Итак, нищенское хозяйство еле-еле идет, а тут что есть последнее беглые, бродяги разоряют.
В конце концов ссыльнокаторжная – это повсеместно предмет зависти для добровольно следующих.
– Им и паек, им и все. А нам что? Им ли не житье? Гуляй – не хочу. Отдадут сожителю, не понравится ей – уйдет, другого дадут!
Жить – вечно дрожать, что любимого человека, за которым пошла на каторгу, каждую минуту могут выпороть, по первому капризу, первой жалобе заковать и посадить в кандальную. Изругать последними словами за то, что он не снимает шапки перед каким-нибудь возвращающимся из клуба служащим, а он должен стоять в это время без шапки, дрожа от бессильного бешенства и страха, и говорить:
– Простите, ваше высокоблагородие!
Видеть ежечасное, ежеминутное унижение любимого человека, тяжкое, часто гнусное.
Слава Богу, что на Сахалине мало добровольно следующих интеллигентных женщин.
В посту Александровском вы встретите маленькую, миниатюрную женщину, скорее ребенка, с детским лицом, по-девичьи заплетенной косой. На вид ей лет семнадцать.
– Должно быть, дочь кого-нибудь из служащих?

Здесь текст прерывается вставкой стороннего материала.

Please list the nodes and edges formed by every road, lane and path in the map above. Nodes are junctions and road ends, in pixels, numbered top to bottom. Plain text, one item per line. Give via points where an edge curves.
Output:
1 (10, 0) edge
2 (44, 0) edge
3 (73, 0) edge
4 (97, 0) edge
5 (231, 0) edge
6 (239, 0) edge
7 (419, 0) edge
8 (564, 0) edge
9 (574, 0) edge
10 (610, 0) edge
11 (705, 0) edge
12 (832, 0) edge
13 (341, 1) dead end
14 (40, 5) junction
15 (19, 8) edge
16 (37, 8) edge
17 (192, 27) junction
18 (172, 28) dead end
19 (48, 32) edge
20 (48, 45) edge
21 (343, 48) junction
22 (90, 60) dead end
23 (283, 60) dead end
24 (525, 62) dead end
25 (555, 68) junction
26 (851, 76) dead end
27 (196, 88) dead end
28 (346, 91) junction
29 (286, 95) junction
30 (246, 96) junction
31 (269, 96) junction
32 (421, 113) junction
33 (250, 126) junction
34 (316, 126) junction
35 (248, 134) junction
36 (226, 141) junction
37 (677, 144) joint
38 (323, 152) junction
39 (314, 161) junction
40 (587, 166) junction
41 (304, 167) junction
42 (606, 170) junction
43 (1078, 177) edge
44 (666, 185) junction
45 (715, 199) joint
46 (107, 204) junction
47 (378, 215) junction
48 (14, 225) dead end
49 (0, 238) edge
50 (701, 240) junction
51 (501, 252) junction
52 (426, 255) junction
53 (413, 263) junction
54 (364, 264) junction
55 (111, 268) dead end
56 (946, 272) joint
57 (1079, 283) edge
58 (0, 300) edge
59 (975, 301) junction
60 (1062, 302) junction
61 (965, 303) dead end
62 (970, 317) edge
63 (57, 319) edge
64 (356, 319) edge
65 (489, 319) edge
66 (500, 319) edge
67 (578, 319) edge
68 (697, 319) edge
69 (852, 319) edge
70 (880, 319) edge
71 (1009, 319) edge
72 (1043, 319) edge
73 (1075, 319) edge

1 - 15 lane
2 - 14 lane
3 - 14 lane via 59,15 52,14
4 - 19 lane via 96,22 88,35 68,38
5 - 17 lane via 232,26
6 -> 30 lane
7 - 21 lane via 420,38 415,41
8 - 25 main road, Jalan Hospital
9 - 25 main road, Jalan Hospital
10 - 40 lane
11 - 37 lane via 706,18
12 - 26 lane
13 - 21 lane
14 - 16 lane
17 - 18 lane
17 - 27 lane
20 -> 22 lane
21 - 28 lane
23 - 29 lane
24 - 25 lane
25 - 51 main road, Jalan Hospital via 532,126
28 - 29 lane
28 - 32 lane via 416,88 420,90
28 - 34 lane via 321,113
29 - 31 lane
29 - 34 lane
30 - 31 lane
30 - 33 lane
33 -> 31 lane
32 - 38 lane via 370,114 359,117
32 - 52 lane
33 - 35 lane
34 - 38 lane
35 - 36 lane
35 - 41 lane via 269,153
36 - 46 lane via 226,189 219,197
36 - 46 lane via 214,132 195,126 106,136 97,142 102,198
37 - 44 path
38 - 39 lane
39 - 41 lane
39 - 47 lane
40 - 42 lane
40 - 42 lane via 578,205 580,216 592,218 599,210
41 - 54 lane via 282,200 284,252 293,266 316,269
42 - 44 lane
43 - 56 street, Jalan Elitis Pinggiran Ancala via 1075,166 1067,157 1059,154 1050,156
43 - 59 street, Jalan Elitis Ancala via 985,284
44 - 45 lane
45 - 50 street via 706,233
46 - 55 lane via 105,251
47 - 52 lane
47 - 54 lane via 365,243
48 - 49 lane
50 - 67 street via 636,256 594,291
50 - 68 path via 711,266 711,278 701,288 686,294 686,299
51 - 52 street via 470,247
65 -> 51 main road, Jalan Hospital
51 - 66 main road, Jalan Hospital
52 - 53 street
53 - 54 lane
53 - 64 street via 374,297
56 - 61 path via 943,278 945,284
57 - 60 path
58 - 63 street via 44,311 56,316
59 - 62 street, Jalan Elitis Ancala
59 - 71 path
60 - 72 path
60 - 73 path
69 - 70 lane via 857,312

– Нет, это жена ссыльного каторжного Э.
Этот ребенок здесь, среди каторги. Ей бы, казалось, еще жить под крылышком у родных. А между тем жизнь этого ребенка такая трагедия, какой не вынести и большому-то, пожившему человеку.
Ее жених, совсем еще юноша, убил своего товарища.
– Совершив это под влиянием мозгового увлечения! – как довольно витиевато объясняет он.
Его приговорили на 20 лет каторжных работ.
Их любовь была «детской любовью»: они оба еще учились.